Task directions.
From the listing below, copy each line where "dead" occurs.

--------

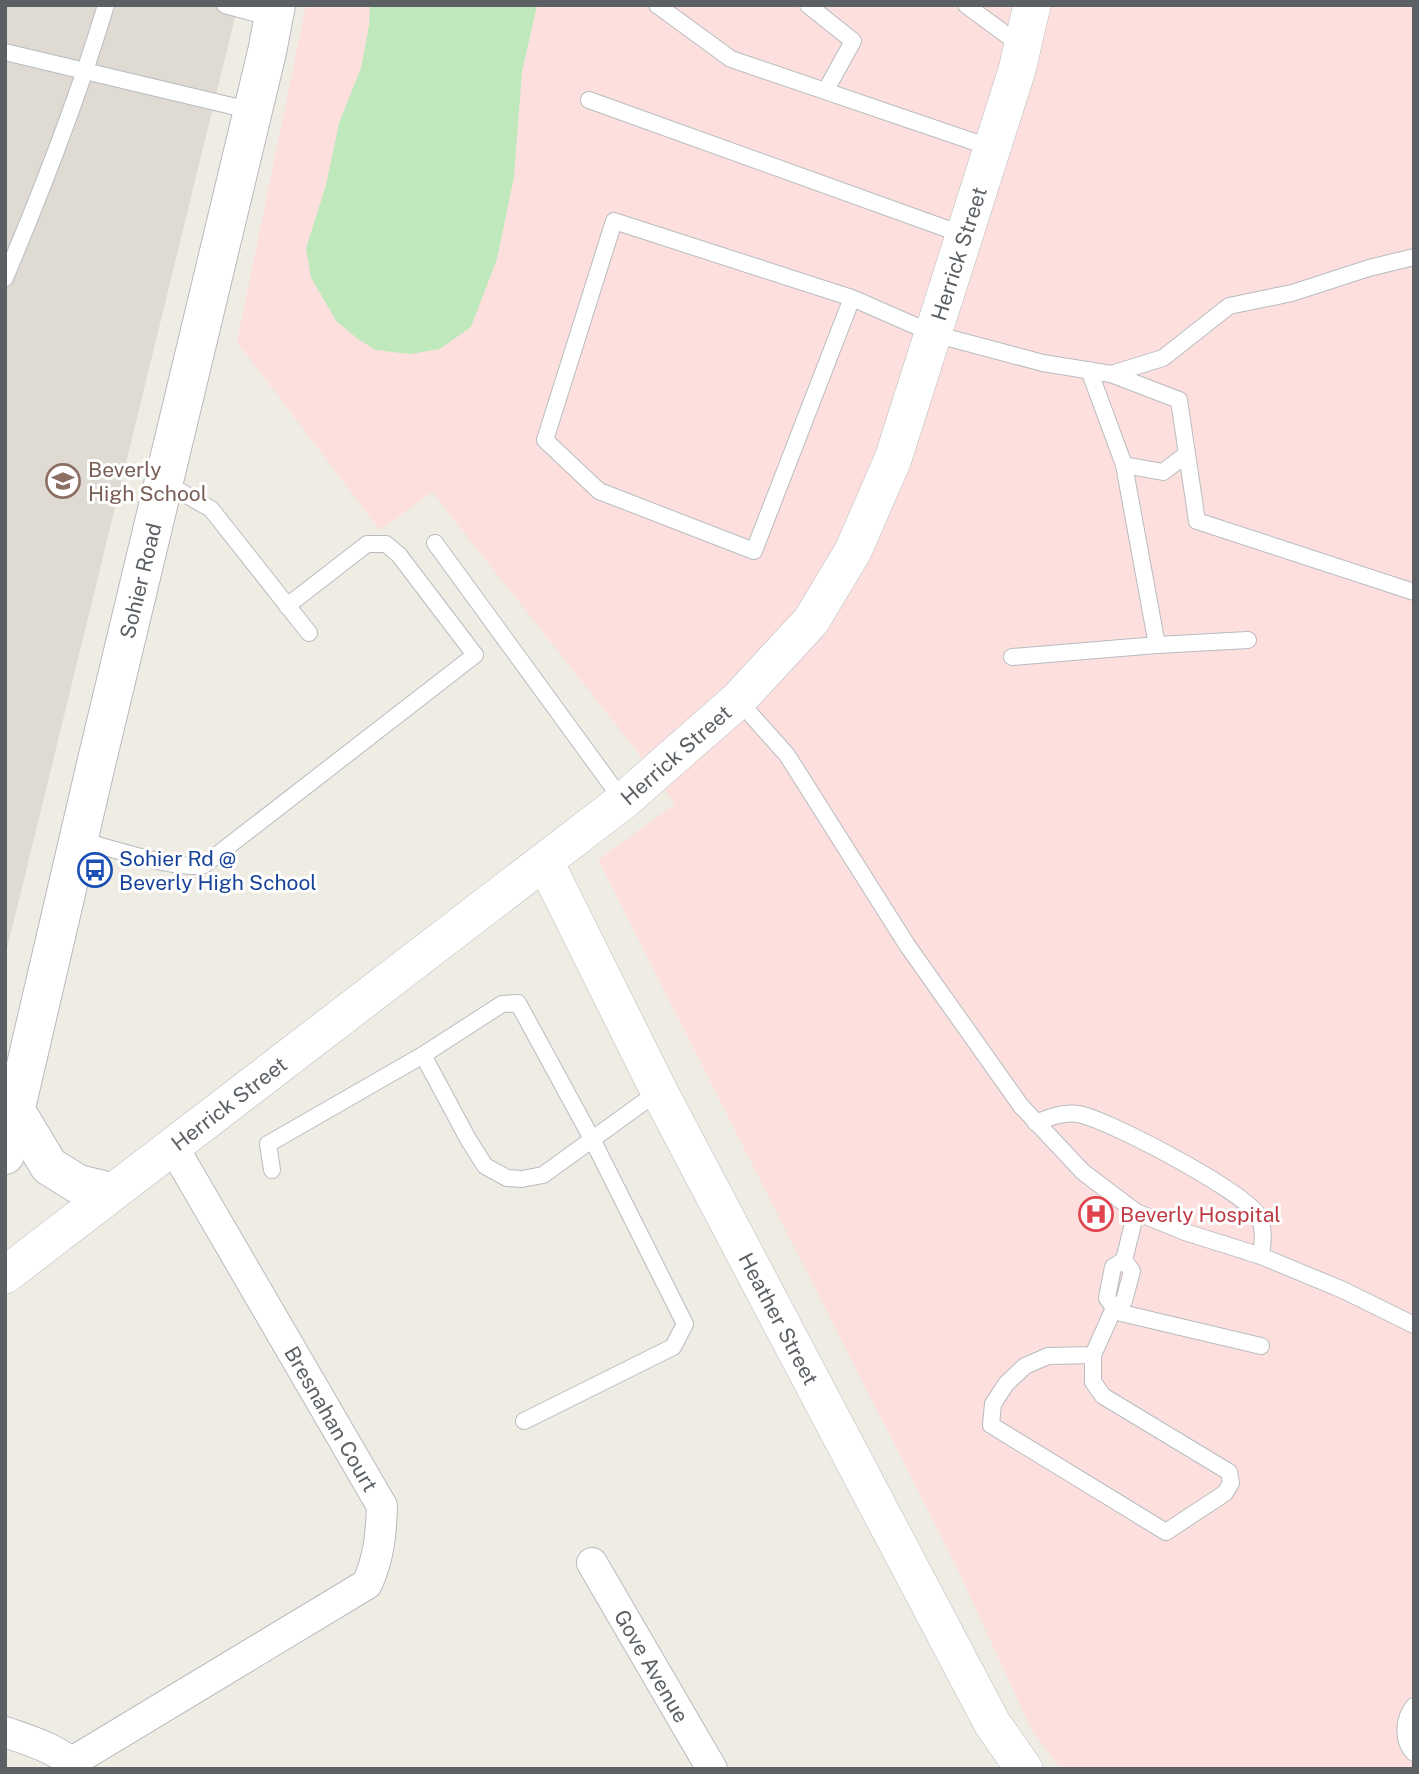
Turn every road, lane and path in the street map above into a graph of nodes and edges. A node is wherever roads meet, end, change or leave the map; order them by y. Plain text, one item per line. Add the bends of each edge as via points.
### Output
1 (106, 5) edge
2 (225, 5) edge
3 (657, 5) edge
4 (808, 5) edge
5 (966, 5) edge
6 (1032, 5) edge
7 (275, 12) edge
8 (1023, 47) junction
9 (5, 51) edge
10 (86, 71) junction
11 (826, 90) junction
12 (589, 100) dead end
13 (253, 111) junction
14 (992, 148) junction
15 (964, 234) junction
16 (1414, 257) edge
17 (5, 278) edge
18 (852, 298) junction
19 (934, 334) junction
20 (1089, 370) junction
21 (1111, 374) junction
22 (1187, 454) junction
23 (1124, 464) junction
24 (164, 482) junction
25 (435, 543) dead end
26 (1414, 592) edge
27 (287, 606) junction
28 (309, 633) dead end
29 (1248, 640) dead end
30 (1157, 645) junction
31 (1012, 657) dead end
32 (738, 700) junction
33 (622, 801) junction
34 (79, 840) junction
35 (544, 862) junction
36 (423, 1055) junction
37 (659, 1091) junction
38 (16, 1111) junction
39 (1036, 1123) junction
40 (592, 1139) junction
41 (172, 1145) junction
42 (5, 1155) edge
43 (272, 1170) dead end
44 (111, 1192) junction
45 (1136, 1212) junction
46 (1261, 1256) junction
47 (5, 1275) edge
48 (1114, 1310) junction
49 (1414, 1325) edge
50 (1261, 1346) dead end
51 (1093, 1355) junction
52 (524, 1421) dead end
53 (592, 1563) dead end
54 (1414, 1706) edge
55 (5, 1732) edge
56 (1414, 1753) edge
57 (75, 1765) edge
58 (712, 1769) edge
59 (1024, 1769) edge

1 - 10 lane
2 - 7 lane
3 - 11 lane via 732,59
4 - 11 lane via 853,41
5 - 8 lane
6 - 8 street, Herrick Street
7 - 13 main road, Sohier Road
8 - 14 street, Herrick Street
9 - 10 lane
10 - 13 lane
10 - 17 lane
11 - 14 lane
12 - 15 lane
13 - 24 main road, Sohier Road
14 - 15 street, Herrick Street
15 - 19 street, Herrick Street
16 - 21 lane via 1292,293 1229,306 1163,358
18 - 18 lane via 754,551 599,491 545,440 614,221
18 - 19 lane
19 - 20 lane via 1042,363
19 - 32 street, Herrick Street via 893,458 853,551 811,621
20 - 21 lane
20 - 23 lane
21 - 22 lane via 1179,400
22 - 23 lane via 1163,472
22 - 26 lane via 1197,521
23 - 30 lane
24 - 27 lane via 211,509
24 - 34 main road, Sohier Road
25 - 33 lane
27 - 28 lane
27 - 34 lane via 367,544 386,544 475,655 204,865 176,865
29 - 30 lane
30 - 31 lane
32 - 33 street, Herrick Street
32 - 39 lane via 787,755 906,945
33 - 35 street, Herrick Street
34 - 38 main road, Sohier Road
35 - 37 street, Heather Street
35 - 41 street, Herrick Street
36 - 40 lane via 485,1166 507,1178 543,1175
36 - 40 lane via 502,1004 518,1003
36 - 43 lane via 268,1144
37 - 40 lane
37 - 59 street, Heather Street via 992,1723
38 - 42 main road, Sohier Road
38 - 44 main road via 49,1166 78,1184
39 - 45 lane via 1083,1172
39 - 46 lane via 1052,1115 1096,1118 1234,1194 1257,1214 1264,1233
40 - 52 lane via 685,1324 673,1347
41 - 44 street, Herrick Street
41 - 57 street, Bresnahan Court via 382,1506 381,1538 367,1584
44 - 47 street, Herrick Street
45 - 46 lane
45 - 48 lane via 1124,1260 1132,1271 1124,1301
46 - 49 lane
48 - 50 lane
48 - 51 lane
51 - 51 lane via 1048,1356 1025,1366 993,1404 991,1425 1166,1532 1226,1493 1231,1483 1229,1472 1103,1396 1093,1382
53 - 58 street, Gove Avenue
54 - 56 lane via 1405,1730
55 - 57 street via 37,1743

--------

Written reply.
12 (589, 100) dead end
25 (435, 543) dead end
28 (309, 633) dead end
29 (1248, 640) dead end
31 (1012, 657) dead end
43 (272, 1170) dead end
50 (1261, 1346) dead end
52 (524, 1421) dead end
53 (592, 1563) dead end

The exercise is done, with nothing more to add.